À ceux qui, jeunes, débutent par l’attaquer, par la dédaigner, l’Académie, qui n’est pas une personne jeune, mais d’âge moyen, et qui ne meurt pas, peut répondre : J’attendrai. Cette fièvre d’audace et de propre bonheur, cette ébullition, ce rien qu’on appelle la jeunesse se passe, et l’attaquant, s’il a quelque valeur et s’il cherche dans la société toute la place à laquelle il peut prétendre, commence un jour à lorgner de loin l’Académie. S’il est vrai, comme l’a dit d’Alembert encore, que l’écrivain isolé soit une espèce de célibataire, il vient un âge où les plus intrépides célibataires commencent à ne pas trouver absurde de se marier. Pour un mariage avec l’Académie, il n’est jamais trop tard. Et l’Académie vous voit venir, et elle sourit, et elle triomphe ; et dans sa malice (car elle en a, jamais de colère), elle vous fait dire plus d’une fois : Repassez.

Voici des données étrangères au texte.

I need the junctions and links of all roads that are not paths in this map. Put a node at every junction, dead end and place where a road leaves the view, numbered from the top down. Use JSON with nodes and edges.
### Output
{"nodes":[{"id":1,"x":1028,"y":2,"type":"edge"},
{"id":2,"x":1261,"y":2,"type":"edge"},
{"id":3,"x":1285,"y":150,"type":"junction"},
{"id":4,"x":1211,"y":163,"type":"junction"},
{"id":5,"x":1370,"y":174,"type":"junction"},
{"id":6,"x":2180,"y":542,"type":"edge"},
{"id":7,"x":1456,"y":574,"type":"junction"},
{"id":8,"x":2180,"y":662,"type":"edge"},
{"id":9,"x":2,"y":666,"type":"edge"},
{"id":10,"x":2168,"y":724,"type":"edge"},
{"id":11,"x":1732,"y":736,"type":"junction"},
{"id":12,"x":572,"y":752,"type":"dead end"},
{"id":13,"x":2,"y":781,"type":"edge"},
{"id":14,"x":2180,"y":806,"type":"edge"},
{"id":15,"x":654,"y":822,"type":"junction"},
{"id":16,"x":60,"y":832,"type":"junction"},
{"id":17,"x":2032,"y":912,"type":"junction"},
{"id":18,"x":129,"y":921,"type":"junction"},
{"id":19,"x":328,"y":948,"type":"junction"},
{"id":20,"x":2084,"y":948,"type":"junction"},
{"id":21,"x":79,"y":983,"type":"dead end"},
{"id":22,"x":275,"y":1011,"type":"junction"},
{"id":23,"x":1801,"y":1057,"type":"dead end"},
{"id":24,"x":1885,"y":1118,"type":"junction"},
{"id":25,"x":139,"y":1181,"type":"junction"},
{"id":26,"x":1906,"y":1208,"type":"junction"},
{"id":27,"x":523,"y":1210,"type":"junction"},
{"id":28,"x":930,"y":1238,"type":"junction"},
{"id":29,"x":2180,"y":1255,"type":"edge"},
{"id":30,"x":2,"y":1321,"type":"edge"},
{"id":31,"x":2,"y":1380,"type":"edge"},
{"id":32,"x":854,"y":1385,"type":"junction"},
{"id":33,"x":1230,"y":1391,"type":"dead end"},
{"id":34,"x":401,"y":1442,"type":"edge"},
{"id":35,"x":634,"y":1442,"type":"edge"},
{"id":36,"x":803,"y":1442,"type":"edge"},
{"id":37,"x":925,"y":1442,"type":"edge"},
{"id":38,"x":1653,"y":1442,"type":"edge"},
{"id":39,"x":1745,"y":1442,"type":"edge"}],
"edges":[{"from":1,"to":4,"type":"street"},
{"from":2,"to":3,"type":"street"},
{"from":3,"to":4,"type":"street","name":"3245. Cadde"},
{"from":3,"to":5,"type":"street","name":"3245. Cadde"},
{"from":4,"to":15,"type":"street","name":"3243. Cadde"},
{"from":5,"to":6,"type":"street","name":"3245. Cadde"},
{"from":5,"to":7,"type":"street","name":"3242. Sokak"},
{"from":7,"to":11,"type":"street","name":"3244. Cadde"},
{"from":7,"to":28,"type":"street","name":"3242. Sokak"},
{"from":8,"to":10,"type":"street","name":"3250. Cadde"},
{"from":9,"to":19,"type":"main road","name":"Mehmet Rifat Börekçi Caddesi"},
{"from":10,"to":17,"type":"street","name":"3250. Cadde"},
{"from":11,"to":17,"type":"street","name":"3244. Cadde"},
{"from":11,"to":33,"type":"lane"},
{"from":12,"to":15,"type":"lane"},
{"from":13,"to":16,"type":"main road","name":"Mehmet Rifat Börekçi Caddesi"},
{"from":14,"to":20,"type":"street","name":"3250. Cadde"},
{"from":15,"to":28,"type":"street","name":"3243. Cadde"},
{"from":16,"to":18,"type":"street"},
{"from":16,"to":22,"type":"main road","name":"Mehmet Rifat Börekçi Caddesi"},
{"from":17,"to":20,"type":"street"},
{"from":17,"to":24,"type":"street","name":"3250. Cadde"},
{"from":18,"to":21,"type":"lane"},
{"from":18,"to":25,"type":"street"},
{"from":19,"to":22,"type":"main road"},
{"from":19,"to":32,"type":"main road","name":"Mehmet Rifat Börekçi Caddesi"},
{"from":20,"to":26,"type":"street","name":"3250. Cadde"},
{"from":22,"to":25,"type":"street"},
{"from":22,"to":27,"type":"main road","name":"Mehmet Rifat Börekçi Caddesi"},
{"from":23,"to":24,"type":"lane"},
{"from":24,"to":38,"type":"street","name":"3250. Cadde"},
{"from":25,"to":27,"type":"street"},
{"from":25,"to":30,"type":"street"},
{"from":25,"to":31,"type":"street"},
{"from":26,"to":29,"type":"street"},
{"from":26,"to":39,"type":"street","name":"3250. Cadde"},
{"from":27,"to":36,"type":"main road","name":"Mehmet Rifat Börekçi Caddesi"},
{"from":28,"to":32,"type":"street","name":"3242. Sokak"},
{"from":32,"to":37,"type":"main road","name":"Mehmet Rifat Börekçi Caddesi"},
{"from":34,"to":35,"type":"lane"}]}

L’Académie, en un mot, répond parfaitement à un certain changement d’âge dans les esprits littéraires. À vingt ans, quand on est novateur et révolutionnaire, on donne en plein dans le Chamfort. À quarante, pour peu qu’on s’écoute sincèrement, on commence à pencher au d’Alembert.

Quel est, quel peut être le rôle de l’Académie dans notre temps ? Comment peut-elle se donner toute l’importance qui lui est permise et que plusieurs lui contestent ? Est-elle surtout un ornement littéraire, et doit-elle se borner, en général, à n’être que cela ? Graves questions toujours agitées, et assez inutilement par ceux qui sont hors de l’Académie. Dès qu’on y entre, on salue, on s’asseoit et l’on n’en parle plus. Mais il est un point que j’oserai croire plus essentiel qu’aucun, et pour lequel il n’y a aucune innovation à demander ; j’en parlerai donc ; il ne s’agit pas du Dictionnaire. C’est que dans ce temps de mœurs littéraires si mauvaises et si gâtées, en ce temps de grossièreté où la littérature, ce qu’on ose appeler ainsi, trop souvent imite la rue et n’en a pas la police, il importe que l’Académie reste un lieu où la politesse, l’esprit de société, les rapports convenables et faciles, une transaction aimable ou du moins suffisante, la civilisation enfin en littérature, continuent et ne cessent jamais de régner. Il importe que l’Académie redevienne ou reste autant que possible une compagnie.